Python Tools for a Beginner Data Scientist
Python has tools for all stages of the life cycle of a data science project. Any data science project has the following 3 stages inherently included in it.
- Data Collection
- Data Modelling
- Data Visualization
Python provides very neat tools for all 3 of these stages.
Data Collection
1) Beautiful Soup
When data collection involves scraping data off of the web, python provides a library called beautifulsoup.
from bs4 import BeautifulSoup
soup = BeautifulSoup(html_doc, 'html.parser')
This library parses a web page and stores its contents neatly. For example, it will store the title separately. It will also store all the <a> tags separately which will provide you with a very neat list of URLs contained within the page.
As an example let us look at a simple web page for the story of Alice’s Adventure in Wonderland.
Clearly we can see a few html elements there which we can scrape.

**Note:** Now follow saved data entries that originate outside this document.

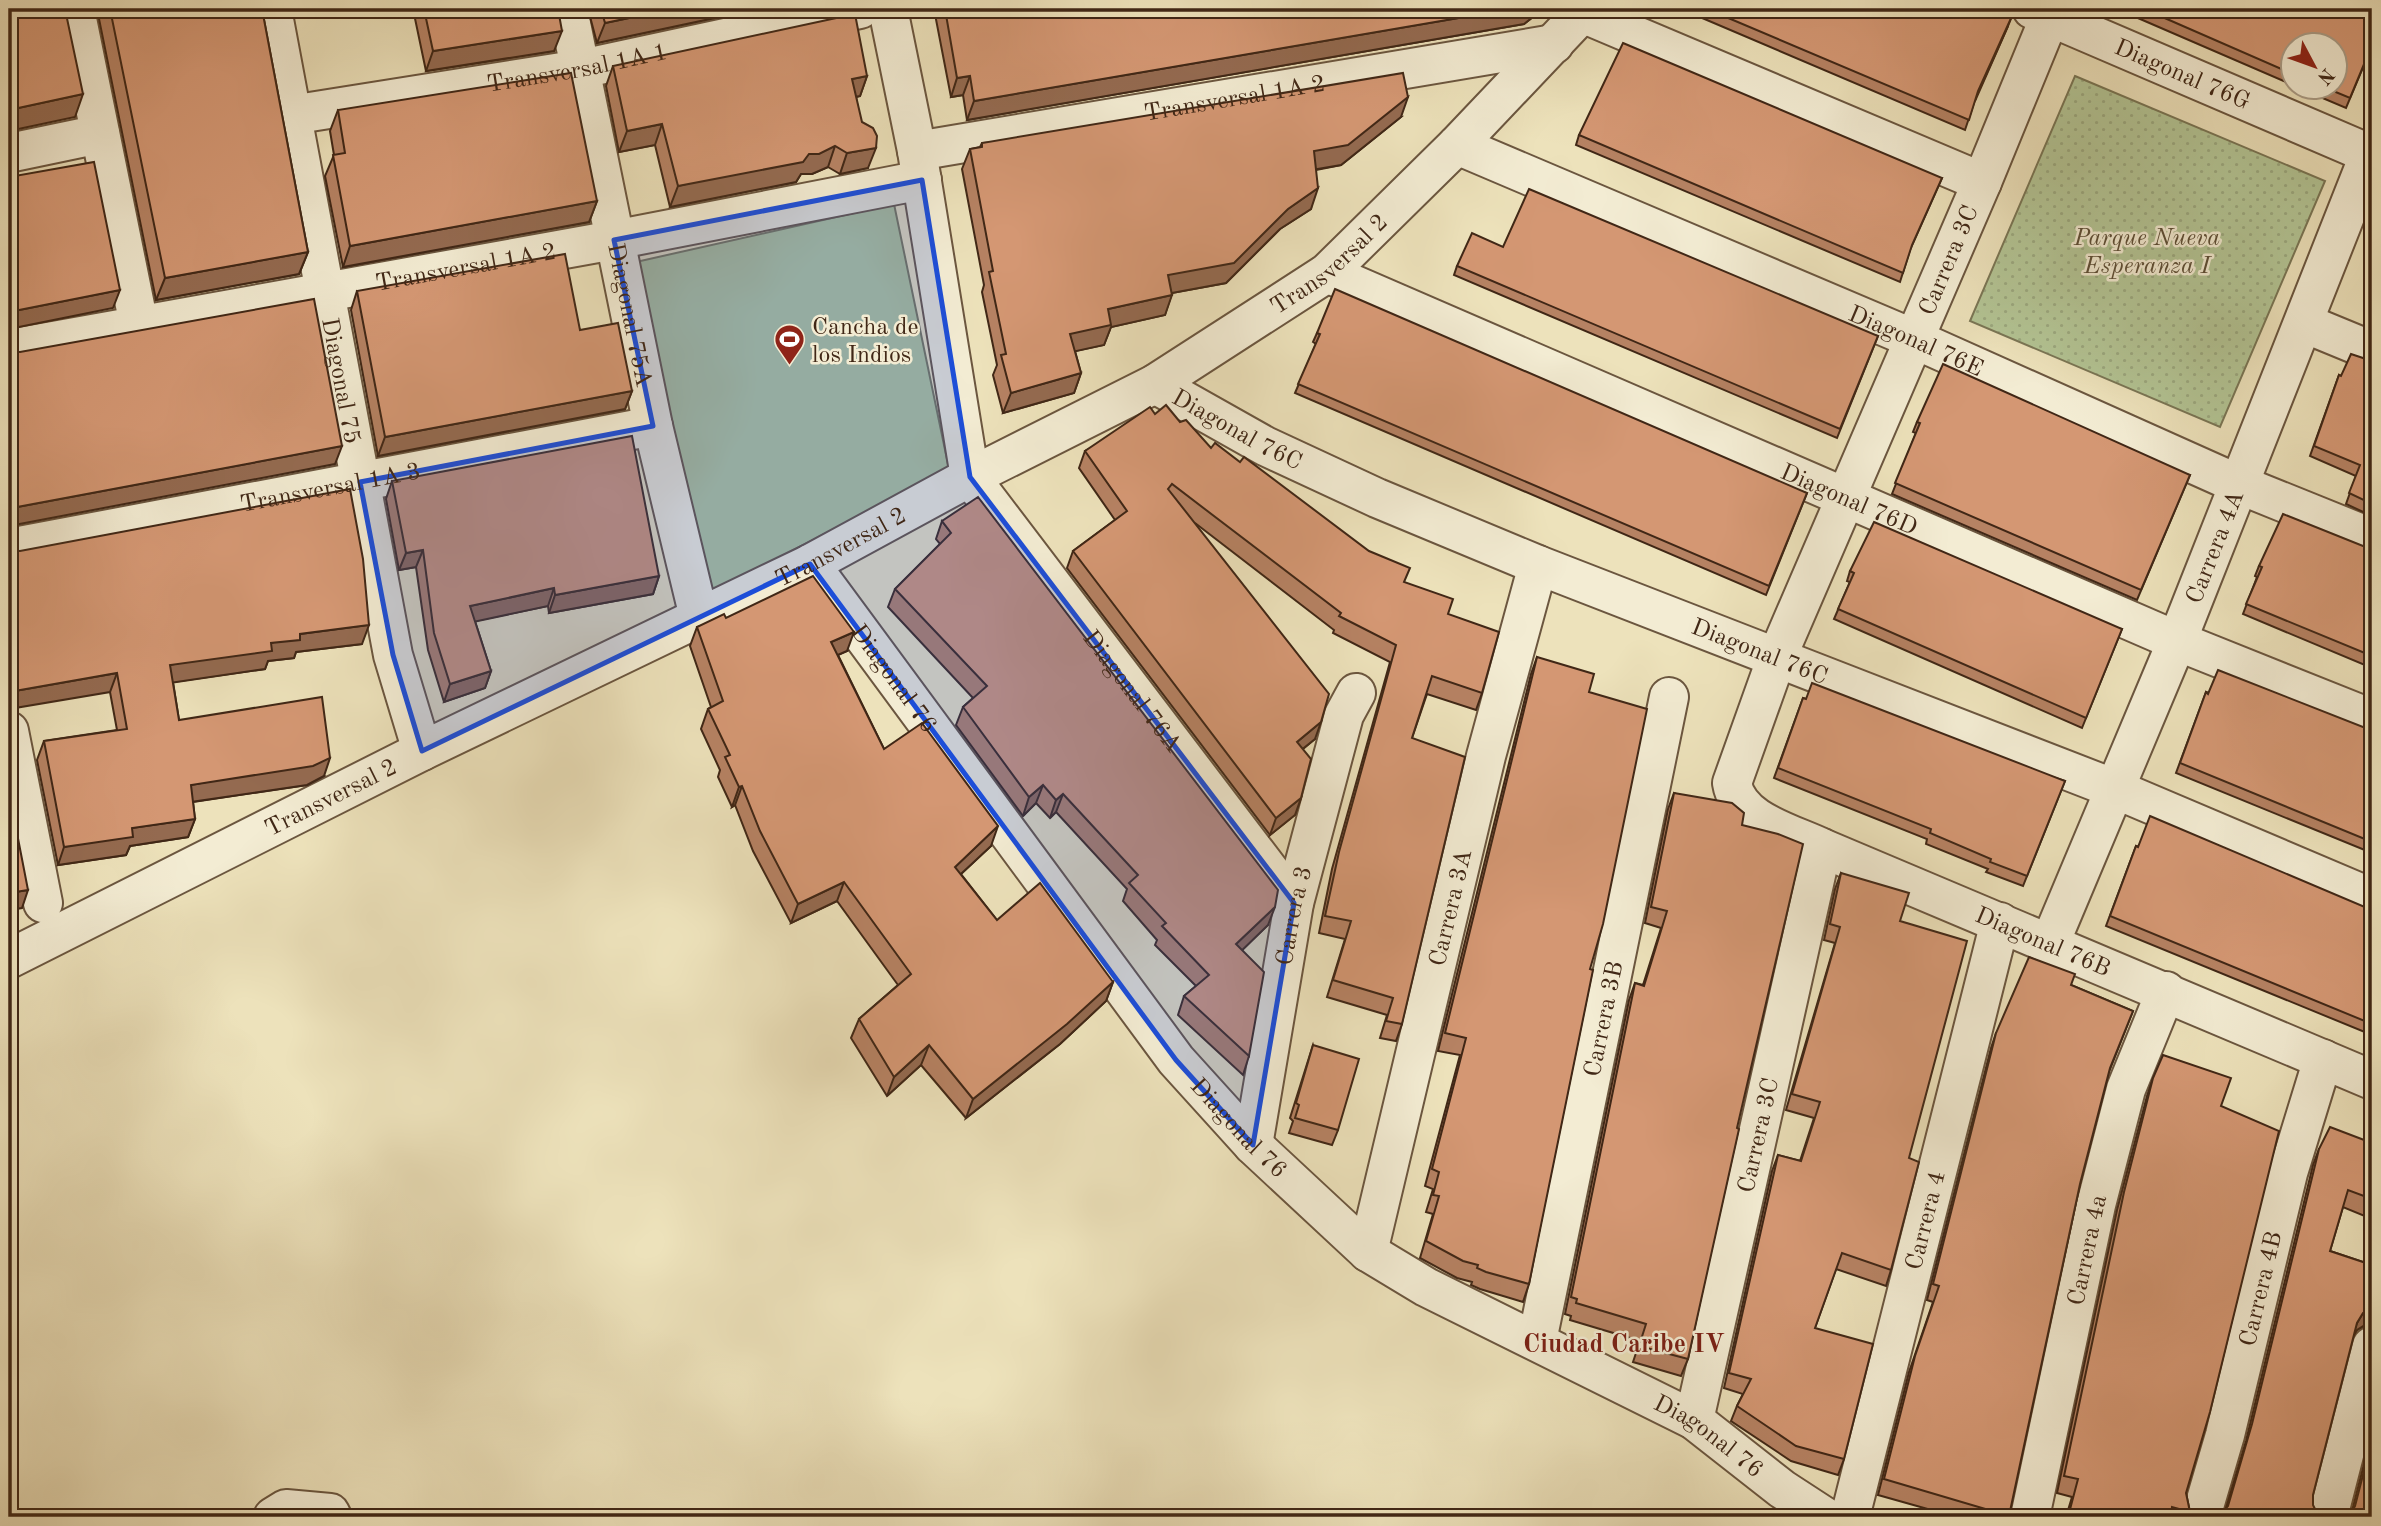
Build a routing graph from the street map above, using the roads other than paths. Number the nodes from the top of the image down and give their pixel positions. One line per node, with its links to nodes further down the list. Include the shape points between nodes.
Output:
1 (75, 9): 11 (street)
2 (272, 9): 10 (street, Diagonal 75)
3 (568, 9): 9 (street, Diagonal 75A)
4 (860, 9): 9 (street, Transversal 1A 1)
5 (888, 9): 15 (street)
6 (1584, 11): 8 (street, Transversal 2); 16 (street)
7 (2045, 11): 13 (street, Diagonal 76G); 16 (street, Carrera 3C)
8 (1554, 44): 12 (street, Transversal 2); 15 (street, Transversal 1A 2)
9 (580, 69): 10 (street, Transversal 1A 1); 17 (street, Diagonal 75A)
10 (291, 115): 19 (street, Diagonal 75)
11 (100, 134): 14 (street); 21 (street)
12 (1457, 145): 18 (street, Transversal 2); 22 (street, Diagonal 76E)
13 (2371, 152): 20 (street, Carrera 4A)
14 (9, 153)
15 (919, 166): 17 (street, Transversal 1A 2); 27 (street)
16 (1982, 182): 22 (street, Carrera 3C)
17 (614, 240): 19 (street, Transversal 1A 2); 26 (street, Diagonal 75A)
18 (1327, 273): 25 (street, Transversal 2); 30 (street, Diagonal 76D)
19 (326, 289): 21 (street, Transversal 1A 2); 28 (street, Diagonal 75)
20 (2304, 323): 24 (street); 29 (street, Carrera 4A)
21 (139, 325): 23 (street, Transversal 1A 2)
22 (1914, 339): 29 (street, Diagonal 76E); 30 (street, Carrera 3C)
23 (9, 349)
24 (2372, 351)
25 (1155, 384): 27 (street, Transversal 2); 34 (street, Diagonal 76C, via 1265,446)
26 (653, 426): 28 (street, Transversal 1A 3); 35 (street, Diagonal 75A)
27 (970, 477): 33 (street, Transversal 2); 48 (street, Diagonal 76A)
28 (360, 482): 32 (street, Transversal 1A 3); 42 (street, Diagonal 75, via 393,655)
29 (2238, 484): 31 (street, Diagonal 76E); 36 (street, Carrera 4A)
30 (1848, 498): 36 (street, Diagonal 76D); 37 (street, Carrera 3C)
31 (2372, 538)
32 (9, 548)
33 (810, 564): 35 (street, Transversal 2); 55 (street, Diagonal 76, via 1176,1060)
34 (1538, 565): 37 (street, Diagonal 76C); 56 (street, Carrera 3A, via 1486,756)
35 (698, 617): 42 (street, Transversal 2)
36 (2177, 641): 40 (street, Diagonal 76D); 44 (street, Carrera 4A)
37 (1777, 657): 43 (street, Carrera 3C); 44 (street, Diagonal 76C)
38 (1356, 693): 48 (street, Carrera 3, via 1344,715)
39 (1669, 698): 57 (street, Carrera 3B)
40 (2372, 719)
41 (9, 732): 47 (street)
42 (422, 751): 51 (street, Transversal 2)
43 (1732, 783): 45 (street, Diagonal 76B, via 1734,797 1752,815)
44 (2115, 789): 46 (street, Diagonal 76C); 50 (street, Carrera 4A)
45 (1822, 848): 49 (street, Diagonal 76B); 59 (street, Carrera 3C)
46 (2372, 898)
47 (43, 903)
48 (1294, 903): 55 (street, Carrera 3)
49 (2000, 922): 50 (street, Diagonal 76B); 62 (street, Carrera 4)
50 (2050, 943): 52 (street, Diagonal 76B)
51 (9, 959)
52 (2166, 991): 53 (street, Diagonal 76B); 63 (street, Carrera 4a, via 2123,1102 2096,1205)
53 (2323, 1059): 54 (street, Diagonal 76B); 64 (street, Carrera 4B, via 2288,1173)
54 (2372, 1080)
55 (1253, 1145): 56 (street, Diagonal 76)
56 (1368, 1252): 57 (street, Diagonal 76, via 1426,1287)
57 (1537, 1341): 59 (street, Diagonal 76)
58 (2372, 1346): 65 (street)
59 (1695, 1420): 62 (street, Diagonal 76)
60 (273, 1517): 61 (street, via 286,1509 330,1513)
61 (332, 1517)
62 (1830, 1517)
63 (2030, 1517)
64 (2201, 1517)
65 (2328, 1517)

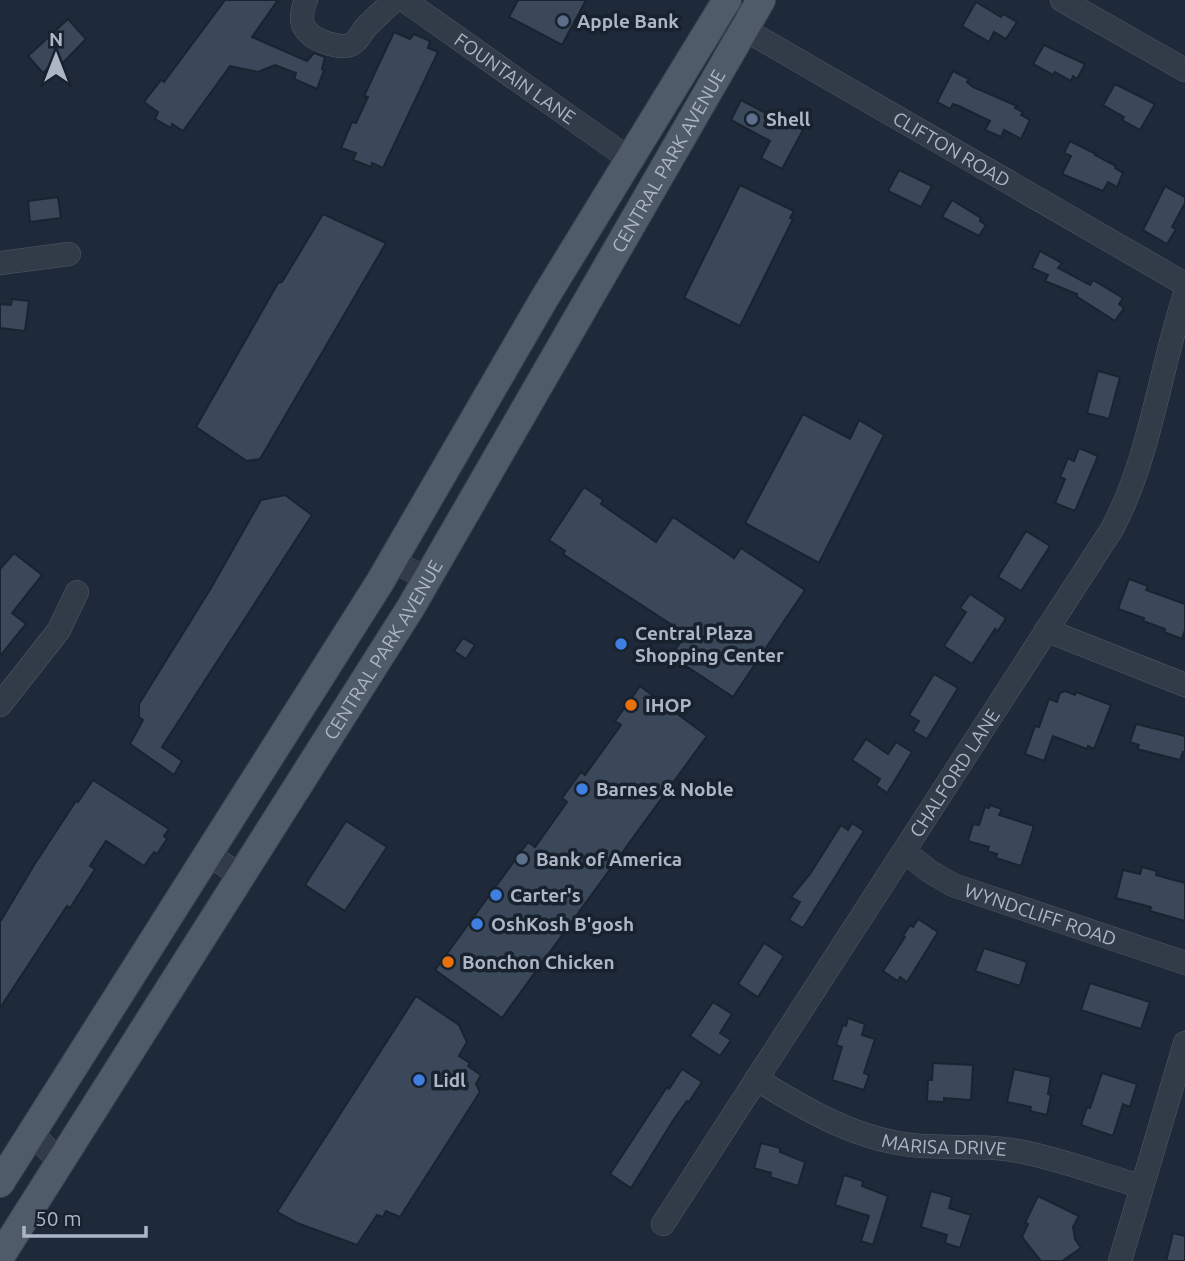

- Heading — The Dormouse’s story
- Page text
- Hyperlinks — Elsie, Lacie and Tillie.
Soup makes it easy to extract this information
soup.title
# <title>The Dormouse's story</title>
soup.title.string
# u'The Dormouse's story'
soup.p
# <p class="title"><b>The Dormouse's story</b></p>
for link in soup.find_all('a'):
print(link.get('href'))
# https://example.com/elsie
# https://example.com/lacie
# https://example.com/tillie
print(soup.get_text())
# The Dormouse's story
#
# Once upon a time there were three little sisters; and their names were
# Elsie,
# Lacie and
# Tillie;
# and they lived at the bottom of a well.
#
# ...
For pulling data out of HTML and XML files this is an excellent tool. It provides idiomatic ways of navigating, searching, and modifying the parse tree. It commonly saves programmers hours or sometimes even days of work.
2) Wget
Downloading data, especially from the web, is one of the vital tasks of a data scientist. Wget is a free utility for non-interactive download of files from the Web. Since it is non-interactive, it can work in the background even if the user isn’t logged in. It supports HTTP, HTTPS, and FTP protocols, as well as retrieval through HTTP proxies. So the next time you want to download a website or all the images from a page, wget is there to assist you.
>>> import wget
>>> url = 'www.futurecrew.com/skaven/song_files/mp3/razorback.mp3'
>>> filename = wget.download(url)
100% [................................................] 3841532 / 3841532
>>> filename
'razorback.mp3'
3) Data APIs
Apart from the tools that you need to scrape or download data, you also need actual data. This is where data APIs help. A number of APIs exist in python that let you download data for free e.g. Alpha Vantage provides real-time and historical data for global equities, forex, and cryptocurrencies. They have data for up to 20 years.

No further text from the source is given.